- [YOUR INSTRUCTIONS] Looking at the material below, work out how many of its lines hold the string "Manoel". Give that figure alone.
### TASK INPUT
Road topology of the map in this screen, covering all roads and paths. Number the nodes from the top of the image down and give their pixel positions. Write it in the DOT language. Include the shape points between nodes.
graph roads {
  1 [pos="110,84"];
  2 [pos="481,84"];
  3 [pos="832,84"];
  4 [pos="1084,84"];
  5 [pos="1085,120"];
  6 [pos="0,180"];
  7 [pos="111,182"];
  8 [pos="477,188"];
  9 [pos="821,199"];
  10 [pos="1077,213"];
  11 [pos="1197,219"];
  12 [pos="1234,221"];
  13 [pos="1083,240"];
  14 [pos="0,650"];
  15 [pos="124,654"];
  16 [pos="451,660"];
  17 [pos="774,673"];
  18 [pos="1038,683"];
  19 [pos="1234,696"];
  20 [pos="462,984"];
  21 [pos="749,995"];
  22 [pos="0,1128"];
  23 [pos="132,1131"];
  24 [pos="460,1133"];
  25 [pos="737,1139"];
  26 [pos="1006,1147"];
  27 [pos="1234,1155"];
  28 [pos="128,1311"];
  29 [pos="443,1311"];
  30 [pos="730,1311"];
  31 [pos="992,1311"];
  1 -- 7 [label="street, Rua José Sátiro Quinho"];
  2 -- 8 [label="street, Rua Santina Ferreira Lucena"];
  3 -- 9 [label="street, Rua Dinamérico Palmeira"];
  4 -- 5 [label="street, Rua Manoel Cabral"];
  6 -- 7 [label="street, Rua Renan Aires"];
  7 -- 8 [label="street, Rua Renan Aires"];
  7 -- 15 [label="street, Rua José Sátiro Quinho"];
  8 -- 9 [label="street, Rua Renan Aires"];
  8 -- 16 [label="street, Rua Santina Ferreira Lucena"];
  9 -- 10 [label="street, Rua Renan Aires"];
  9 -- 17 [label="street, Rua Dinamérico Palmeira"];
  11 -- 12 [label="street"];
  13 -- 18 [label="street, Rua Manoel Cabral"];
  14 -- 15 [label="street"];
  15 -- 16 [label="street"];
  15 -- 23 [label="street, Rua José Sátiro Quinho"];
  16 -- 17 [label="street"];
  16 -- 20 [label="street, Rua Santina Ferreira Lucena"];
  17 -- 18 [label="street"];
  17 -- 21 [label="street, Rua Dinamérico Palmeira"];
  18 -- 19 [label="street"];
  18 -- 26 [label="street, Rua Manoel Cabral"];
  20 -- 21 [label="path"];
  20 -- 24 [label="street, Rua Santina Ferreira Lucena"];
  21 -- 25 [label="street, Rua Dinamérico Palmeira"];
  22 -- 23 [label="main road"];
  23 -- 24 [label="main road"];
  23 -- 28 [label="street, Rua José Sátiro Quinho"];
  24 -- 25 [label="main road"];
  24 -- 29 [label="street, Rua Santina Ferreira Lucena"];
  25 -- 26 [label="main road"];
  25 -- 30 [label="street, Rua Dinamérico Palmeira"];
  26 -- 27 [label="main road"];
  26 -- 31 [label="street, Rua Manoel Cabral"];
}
######
### TASK INPUT
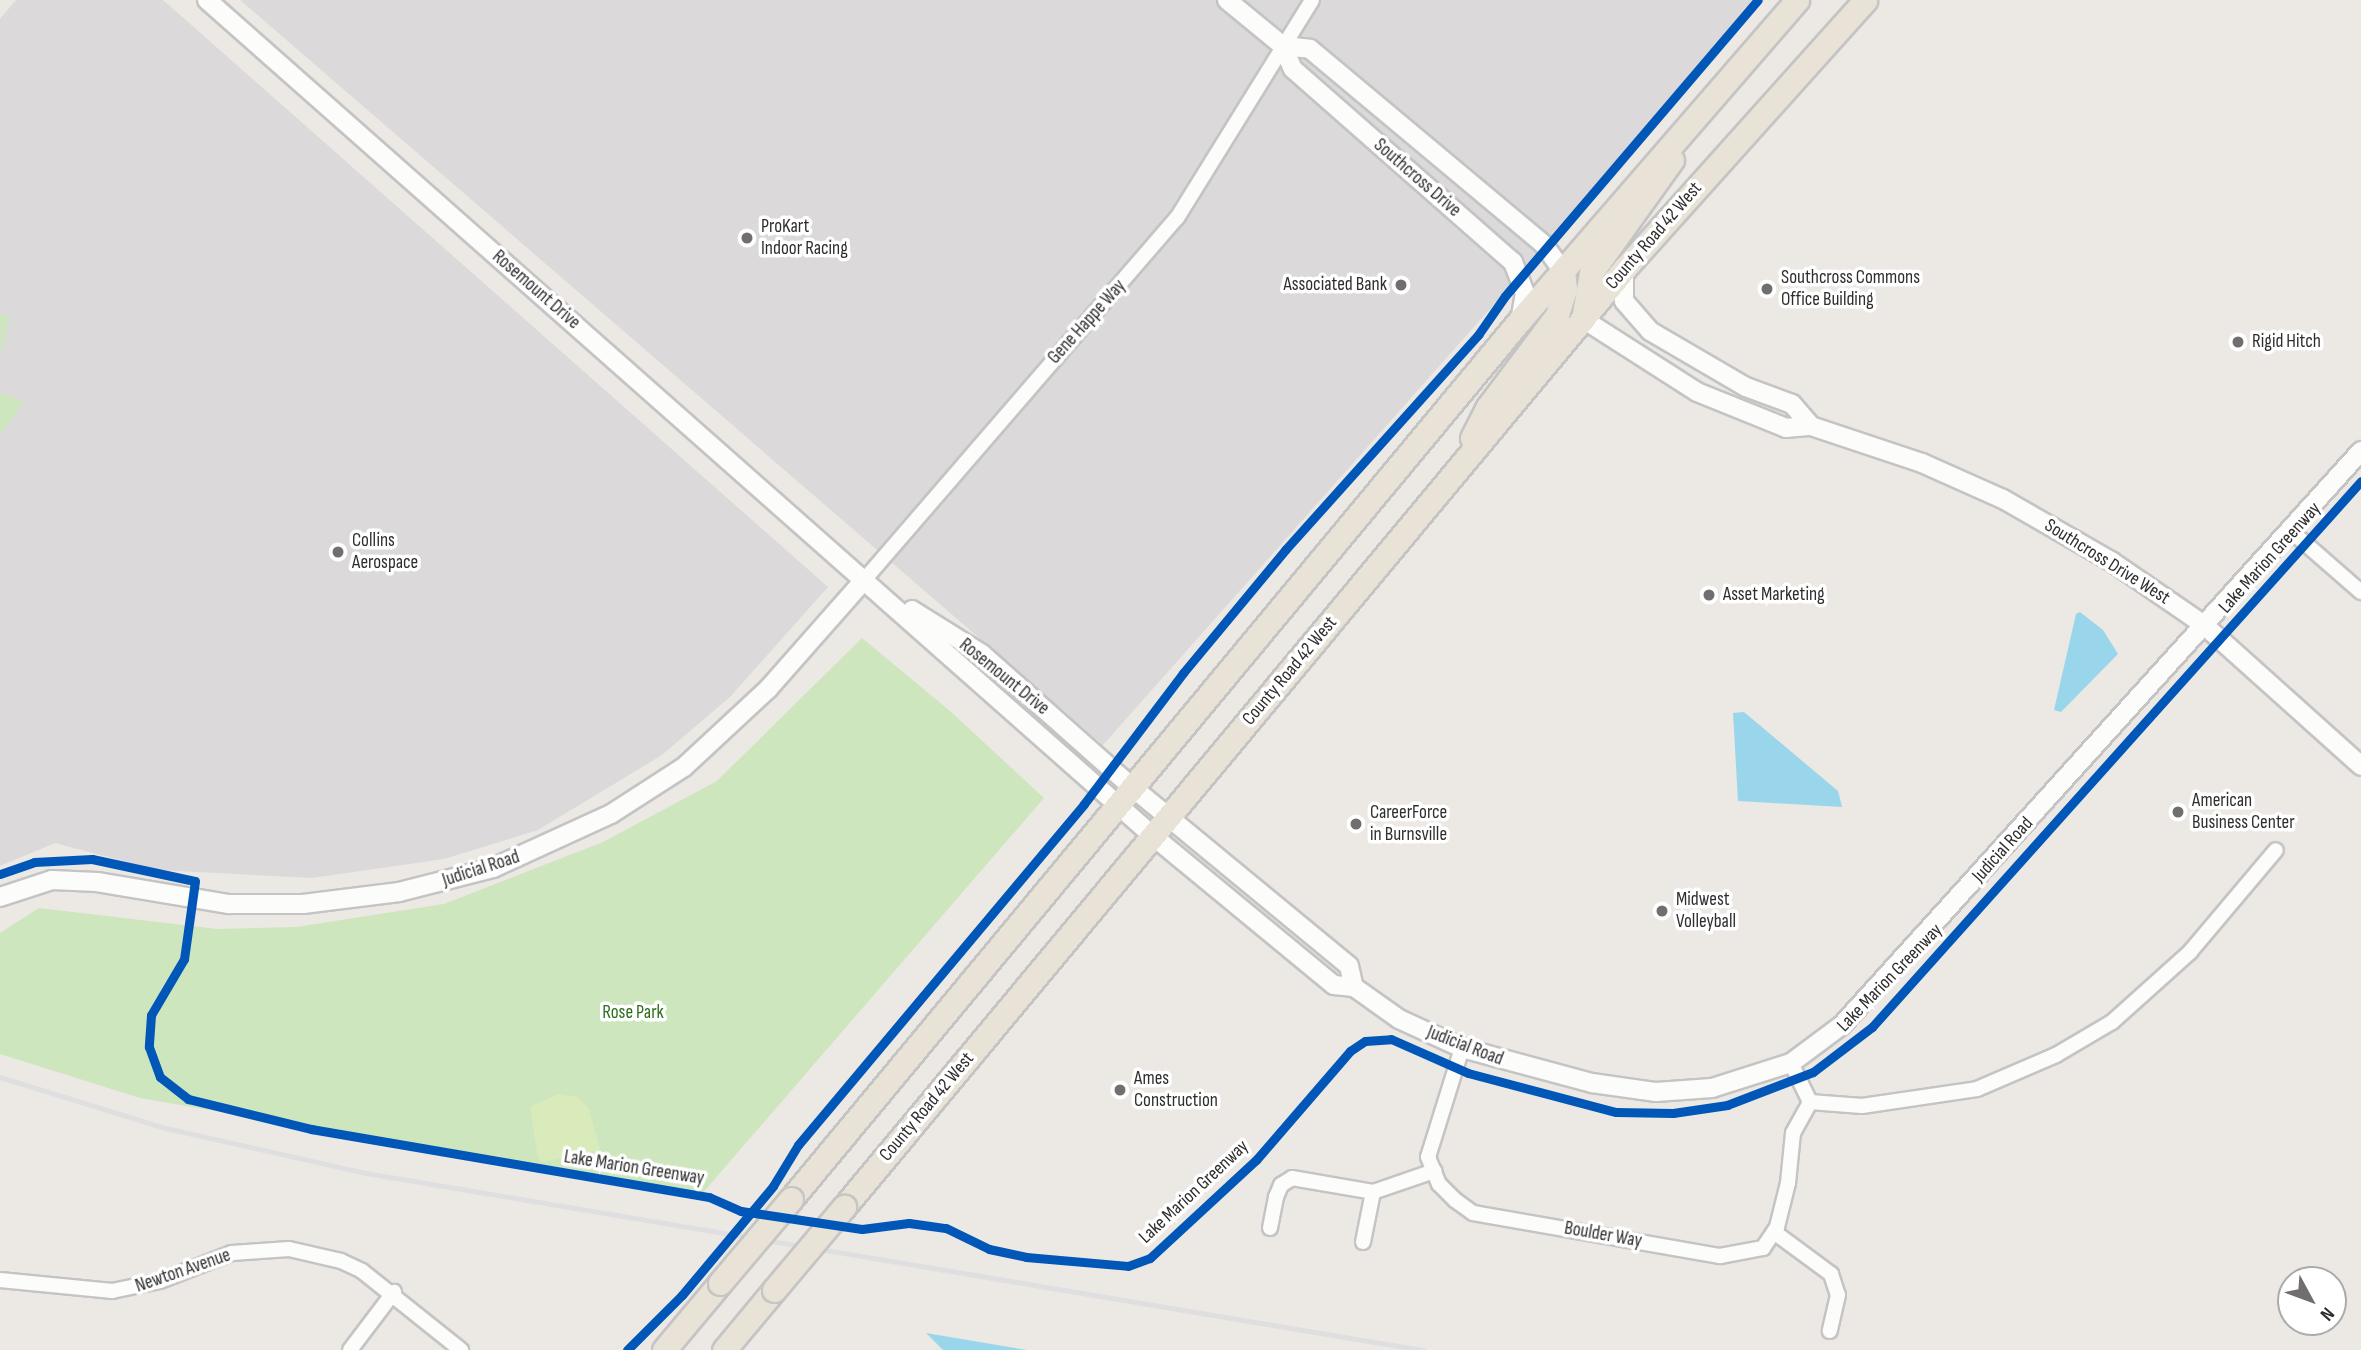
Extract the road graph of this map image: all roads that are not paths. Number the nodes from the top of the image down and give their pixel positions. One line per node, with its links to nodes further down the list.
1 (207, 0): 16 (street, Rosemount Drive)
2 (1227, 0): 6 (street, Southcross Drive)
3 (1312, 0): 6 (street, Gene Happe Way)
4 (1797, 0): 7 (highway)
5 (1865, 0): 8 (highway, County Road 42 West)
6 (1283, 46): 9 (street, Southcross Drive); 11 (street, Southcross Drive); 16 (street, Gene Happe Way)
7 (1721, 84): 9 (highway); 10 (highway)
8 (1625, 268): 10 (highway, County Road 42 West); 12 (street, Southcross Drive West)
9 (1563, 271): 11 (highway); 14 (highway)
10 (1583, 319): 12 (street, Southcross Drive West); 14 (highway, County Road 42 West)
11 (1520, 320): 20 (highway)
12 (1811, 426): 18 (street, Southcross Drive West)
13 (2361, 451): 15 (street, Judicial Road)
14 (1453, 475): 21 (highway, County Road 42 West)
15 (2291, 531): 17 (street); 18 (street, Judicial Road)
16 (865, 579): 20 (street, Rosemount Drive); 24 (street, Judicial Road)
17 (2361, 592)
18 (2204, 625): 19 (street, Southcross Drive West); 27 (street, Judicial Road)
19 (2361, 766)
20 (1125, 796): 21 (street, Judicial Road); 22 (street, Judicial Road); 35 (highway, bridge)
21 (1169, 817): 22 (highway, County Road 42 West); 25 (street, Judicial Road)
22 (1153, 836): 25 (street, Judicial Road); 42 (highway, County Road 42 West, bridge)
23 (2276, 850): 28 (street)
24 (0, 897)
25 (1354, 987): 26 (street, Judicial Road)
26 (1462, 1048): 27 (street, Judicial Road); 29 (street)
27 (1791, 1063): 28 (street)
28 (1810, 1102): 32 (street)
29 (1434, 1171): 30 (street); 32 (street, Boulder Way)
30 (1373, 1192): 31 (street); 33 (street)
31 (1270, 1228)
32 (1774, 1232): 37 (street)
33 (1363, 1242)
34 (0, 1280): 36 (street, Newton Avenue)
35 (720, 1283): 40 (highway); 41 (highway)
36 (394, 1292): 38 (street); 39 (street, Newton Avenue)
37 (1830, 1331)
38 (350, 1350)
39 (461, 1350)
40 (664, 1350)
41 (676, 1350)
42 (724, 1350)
######
- [ANSWER AREA] 4